Cependant, cette rénovation ne serait rien sans la légitimité qu'accorde un mode de scrutin plus démocratique et plus représentatif. Les lacunes du mode d'élection actuel des conseillers généraux, chacun ici les connaît. Je reviendrai longuement sur le problème de la représentation démographique.
L'autre enjeu majeur, c'est évidemment la sous-représentation des femmes dans les assemblées départementales.
D'année en année, difficilement, la parité a progressé dans toutes les assemblées sur le plan local comme sur le plan national. Ce n'est pas le cas dans les départements. Les chiffres sont connus. Après le renouvellement partiel de 2011, les femmes ne représentaient toujours que 13,5 % de l'ensemble des élus départementaux. Cette année-là, il y a seulement deux ans, dans quatorze de nos départements, aucune femme n'a été élue. Les mesures incitatives sont restées inefficaces. En l'état du droit, candidat et suppléant doivent être de sexe différent. Cela n'a pas d'effet, et seuls 23 % des candidats sont des femmes.
Cette situation n'admet aucune justification raisonnable, aucune tolérance de notre part. En matière de démocratie, il ne doit pas exister d'exception. Il ne doit donc plus subsister d'exception départementale dans notre pays.

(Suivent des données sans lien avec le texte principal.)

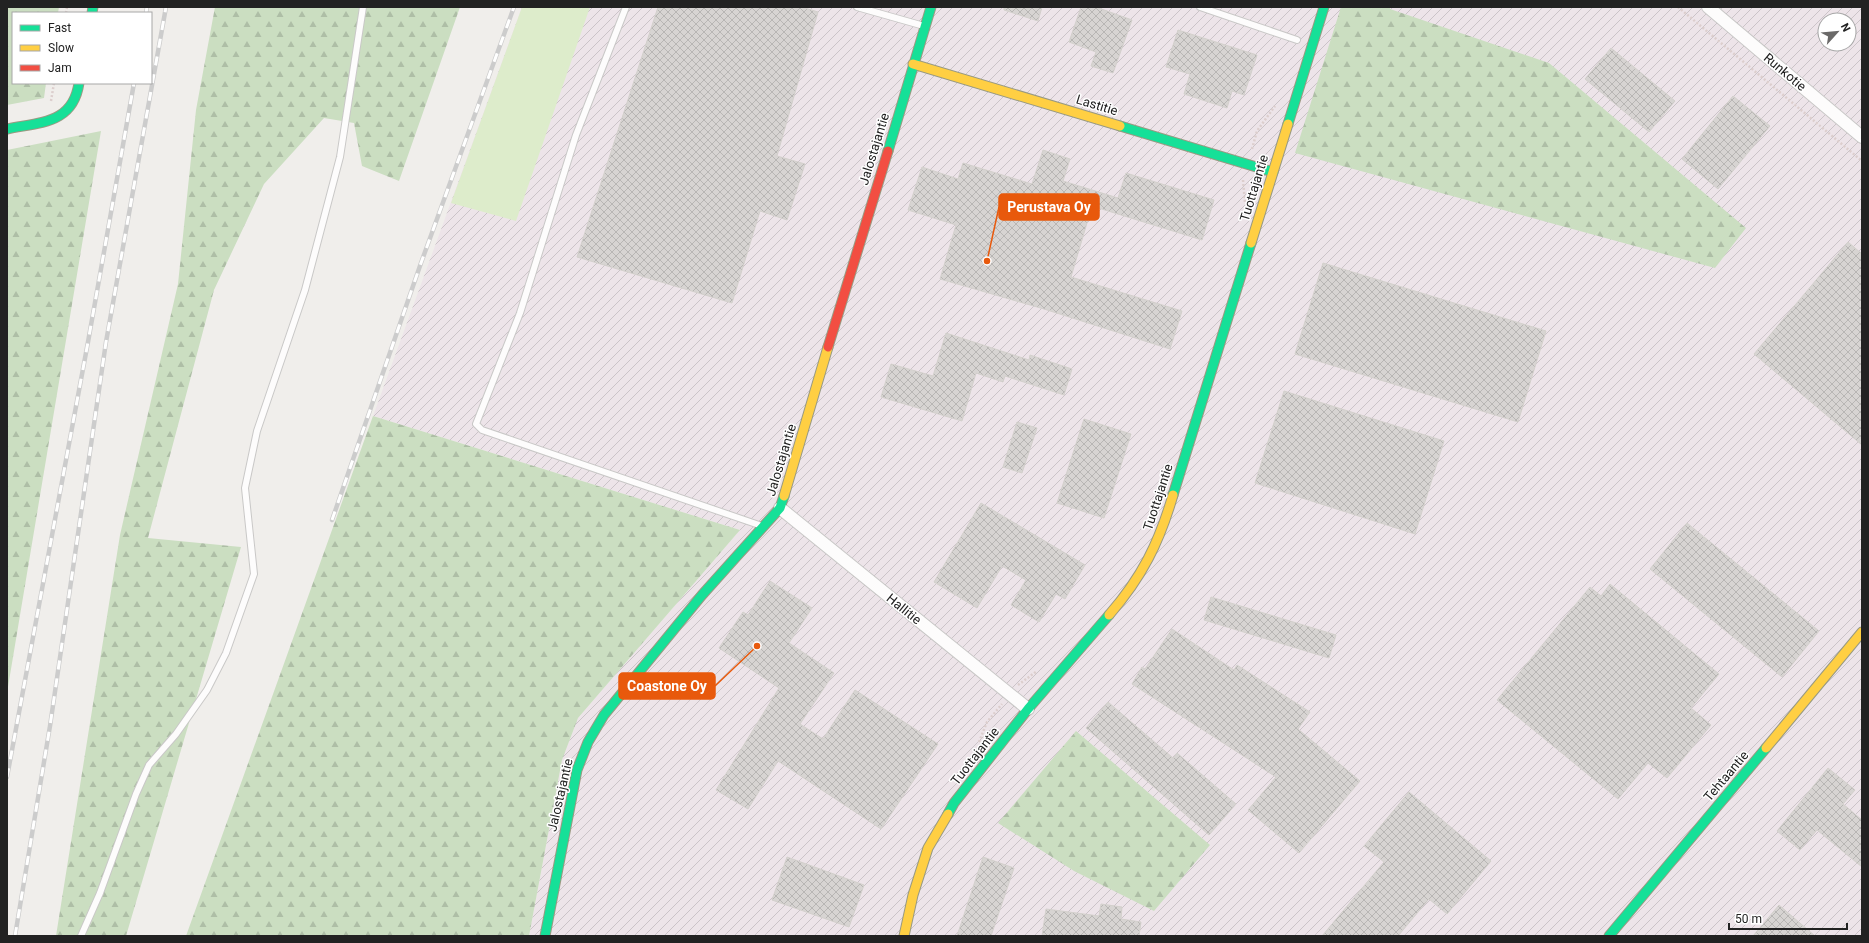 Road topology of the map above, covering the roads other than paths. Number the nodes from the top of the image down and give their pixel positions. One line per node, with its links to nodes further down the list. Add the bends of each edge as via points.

Sans réforme, c'est l'institution départementale elle-même qui risque de s'essouffler. C'est cette crainte qui doit nous pousser à réagir aujourd'hui, et c'est l'un des objets de ce texte.
Revivifier la démocratie départementale, c'est d'abord essayer de garantir une participation satisfaisante aux élections. Il en va de même pour les élections régionales et municipales.
La réforme territoriale de 2010 avait profondément modifié le calendrier électoral – certains semblent l'avoir oublié. Par ailleurs, les mandats des conseillers régionaux et généraux étaient considérablement écourtés. Rien ne le justifie plus, et il serait souhaitable que leur durée s'approche de celle d'un mandat normal.
Il était prévu que quatre scrutins soient organisés en 2014, pour les élections municipales, territoriales, européennes et enfin sénatoriales. L'abrogation du conseiller territorial en ajoute un cinquième. Il faut être lucide : ce calendrier saturé n'est pas tenable et se traduirait par une désaffection accrue des électeurs. C'est pourquoi je vous propose de reporter à 2015 l'organisation des élections départementales et régionales.
L'objectif d'une meilleure participation est également à l'origine d'une autre disposition de ce texte, l'inscription dans la loi de la concomitance entre les élections régionales et départementales. Cet effet a été démontré par l'expérience, notamment en 1992. Lors de l'abandon de la concomitance en 1994, la participation avait chuté de près de dix points.
Bien sûr, la réforme de la démocratie départementale ne se résumera pas à une modification du calendrier. Le département a une identité forte, il ne s'agit pas de la nier, encore moins de la combattre. Démocratiser, moderniser, ce n'est pas dénaturer.
Respecter l'identité du département, c'est d'abord réaffirmer son nom, sa place dans l'édifice territorial. Les termes « conseil général » et « conseiller général » sont peu explicites pour les électeurs. Il vous est donc proposé de les remplacer par « conseil départemental » et « conseiller départemental ».
Autre gage d'une meilleure lisibilité de cette élection, peut-être plus important pour vous, les conseils généraux seront renouvelés dans leur totalité. Le renouvellement par moitié est une survivance historique qui a perdu toute signification. Une majorité de gauche avait d'ailleurs déjà adopté un tel projet, qui avait été ensuite défait par le ministre de l'intérieur de l'époque, Charles Pasqua. Il faut au contraire doter les assemblées départementales d'une majorité claire, pour toute la durée du mandat.
Respecter l'identité du département, c'est également conserver ce qui fait sa force : le lien de proximité entre les électeurs et leur représentant, entre l'élu et son territoire.